Entries taken from a collection:
▶

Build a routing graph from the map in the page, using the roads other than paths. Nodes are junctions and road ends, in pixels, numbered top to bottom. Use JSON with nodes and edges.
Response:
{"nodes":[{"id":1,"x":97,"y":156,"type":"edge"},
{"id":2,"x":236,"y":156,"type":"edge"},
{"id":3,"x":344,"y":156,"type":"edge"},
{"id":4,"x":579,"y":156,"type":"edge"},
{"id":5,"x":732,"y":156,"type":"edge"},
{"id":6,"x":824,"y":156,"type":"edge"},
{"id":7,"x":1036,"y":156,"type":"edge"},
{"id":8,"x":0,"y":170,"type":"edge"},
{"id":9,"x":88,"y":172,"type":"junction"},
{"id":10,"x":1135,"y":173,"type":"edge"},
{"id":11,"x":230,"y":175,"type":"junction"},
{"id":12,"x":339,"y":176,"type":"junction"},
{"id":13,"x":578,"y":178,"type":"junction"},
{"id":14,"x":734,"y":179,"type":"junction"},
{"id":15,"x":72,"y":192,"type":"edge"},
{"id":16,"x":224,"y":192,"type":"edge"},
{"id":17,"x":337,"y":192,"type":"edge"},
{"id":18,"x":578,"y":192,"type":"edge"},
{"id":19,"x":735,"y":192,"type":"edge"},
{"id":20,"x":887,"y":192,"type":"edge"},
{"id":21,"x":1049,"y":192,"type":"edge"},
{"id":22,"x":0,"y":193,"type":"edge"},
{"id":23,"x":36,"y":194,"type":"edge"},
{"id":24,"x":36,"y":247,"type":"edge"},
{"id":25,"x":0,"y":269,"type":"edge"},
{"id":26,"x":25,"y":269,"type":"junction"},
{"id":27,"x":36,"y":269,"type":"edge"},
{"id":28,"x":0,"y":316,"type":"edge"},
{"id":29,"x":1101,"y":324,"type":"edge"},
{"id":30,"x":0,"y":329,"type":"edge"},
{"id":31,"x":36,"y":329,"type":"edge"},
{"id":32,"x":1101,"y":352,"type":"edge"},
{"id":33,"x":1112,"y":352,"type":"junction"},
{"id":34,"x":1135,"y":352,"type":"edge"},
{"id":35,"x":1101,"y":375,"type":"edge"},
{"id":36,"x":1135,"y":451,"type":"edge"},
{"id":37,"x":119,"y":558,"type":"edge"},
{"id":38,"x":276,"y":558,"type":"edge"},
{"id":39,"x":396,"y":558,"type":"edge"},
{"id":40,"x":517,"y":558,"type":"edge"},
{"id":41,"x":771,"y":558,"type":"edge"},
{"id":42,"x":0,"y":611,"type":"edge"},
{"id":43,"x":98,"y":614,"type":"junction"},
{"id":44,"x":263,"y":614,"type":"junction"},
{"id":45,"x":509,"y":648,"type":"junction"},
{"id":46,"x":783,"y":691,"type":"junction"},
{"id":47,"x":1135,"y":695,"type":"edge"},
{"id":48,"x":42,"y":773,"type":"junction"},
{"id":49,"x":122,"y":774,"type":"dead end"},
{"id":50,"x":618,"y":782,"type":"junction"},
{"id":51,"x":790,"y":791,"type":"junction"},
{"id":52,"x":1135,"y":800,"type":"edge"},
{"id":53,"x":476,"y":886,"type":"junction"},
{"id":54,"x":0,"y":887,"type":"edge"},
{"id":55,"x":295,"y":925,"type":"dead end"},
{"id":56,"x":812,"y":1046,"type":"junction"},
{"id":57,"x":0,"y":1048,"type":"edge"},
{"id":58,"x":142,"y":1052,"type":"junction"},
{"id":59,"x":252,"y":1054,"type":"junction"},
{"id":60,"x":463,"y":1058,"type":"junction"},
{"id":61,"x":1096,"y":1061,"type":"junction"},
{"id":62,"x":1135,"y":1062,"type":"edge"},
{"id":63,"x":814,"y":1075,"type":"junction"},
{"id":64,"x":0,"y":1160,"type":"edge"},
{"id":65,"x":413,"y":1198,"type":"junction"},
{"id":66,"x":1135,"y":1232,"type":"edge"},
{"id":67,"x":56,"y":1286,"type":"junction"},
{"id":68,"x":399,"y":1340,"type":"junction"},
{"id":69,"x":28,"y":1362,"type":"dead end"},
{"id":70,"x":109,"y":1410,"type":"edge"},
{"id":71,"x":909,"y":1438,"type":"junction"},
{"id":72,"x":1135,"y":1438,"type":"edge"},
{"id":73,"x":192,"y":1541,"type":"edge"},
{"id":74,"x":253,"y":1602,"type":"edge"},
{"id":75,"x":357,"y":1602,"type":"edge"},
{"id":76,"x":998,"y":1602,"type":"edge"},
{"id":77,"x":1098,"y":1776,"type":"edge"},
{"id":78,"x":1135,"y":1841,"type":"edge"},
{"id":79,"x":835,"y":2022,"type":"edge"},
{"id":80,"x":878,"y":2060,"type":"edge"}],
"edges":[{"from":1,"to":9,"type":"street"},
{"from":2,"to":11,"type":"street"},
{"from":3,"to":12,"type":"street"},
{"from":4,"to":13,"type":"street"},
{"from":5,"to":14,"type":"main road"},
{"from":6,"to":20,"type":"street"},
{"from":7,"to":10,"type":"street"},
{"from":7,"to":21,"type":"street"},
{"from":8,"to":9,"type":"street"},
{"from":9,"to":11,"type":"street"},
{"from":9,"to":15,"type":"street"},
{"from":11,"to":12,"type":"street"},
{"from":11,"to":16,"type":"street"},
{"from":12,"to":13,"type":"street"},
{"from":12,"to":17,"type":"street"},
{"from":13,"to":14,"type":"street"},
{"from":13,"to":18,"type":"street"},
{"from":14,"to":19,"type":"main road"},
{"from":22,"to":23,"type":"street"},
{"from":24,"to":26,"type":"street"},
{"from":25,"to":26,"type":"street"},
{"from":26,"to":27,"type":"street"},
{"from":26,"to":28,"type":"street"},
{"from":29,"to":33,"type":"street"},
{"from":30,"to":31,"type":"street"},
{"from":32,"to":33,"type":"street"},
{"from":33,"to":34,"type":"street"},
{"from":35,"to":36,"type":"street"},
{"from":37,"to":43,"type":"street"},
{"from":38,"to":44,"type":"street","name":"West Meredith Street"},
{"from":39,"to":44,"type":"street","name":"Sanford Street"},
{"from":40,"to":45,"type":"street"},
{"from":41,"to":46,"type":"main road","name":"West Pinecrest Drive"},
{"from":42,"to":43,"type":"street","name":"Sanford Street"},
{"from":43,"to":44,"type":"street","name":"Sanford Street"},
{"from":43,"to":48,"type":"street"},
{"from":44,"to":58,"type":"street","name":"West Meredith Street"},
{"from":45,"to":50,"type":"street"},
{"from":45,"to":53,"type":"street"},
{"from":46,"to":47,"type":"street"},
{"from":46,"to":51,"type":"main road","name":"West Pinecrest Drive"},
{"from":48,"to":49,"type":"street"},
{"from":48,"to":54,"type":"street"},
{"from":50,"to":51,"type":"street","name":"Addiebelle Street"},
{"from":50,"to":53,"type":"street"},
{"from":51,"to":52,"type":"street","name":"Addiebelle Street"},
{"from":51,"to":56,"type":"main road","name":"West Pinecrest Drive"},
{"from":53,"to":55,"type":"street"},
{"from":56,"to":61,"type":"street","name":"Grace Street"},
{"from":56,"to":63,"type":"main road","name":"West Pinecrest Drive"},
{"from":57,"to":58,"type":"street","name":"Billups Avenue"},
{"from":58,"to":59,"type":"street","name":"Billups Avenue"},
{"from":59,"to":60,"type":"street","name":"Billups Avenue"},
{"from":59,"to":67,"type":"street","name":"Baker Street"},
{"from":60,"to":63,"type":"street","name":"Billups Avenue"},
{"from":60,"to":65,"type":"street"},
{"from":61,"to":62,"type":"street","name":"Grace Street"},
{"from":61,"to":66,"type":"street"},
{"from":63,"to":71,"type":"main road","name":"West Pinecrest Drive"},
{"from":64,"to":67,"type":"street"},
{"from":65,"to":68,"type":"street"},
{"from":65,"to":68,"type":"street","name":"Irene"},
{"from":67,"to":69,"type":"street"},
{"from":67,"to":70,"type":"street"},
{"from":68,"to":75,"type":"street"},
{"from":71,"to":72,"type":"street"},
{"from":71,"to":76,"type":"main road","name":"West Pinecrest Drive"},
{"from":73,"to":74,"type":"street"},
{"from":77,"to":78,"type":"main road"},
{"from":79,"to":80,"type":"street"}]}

◀

• Assignment: Which lines in the data hold the string "dead"? Copy each of them.

• Expected answer:
{"id":49,"x":122,"y":774,"type":"dead end"},
{"id":55,"x":295,"y":925,"type":"dead end"},
{"id":69,"x":28,"y":1362,"type":"dead end"},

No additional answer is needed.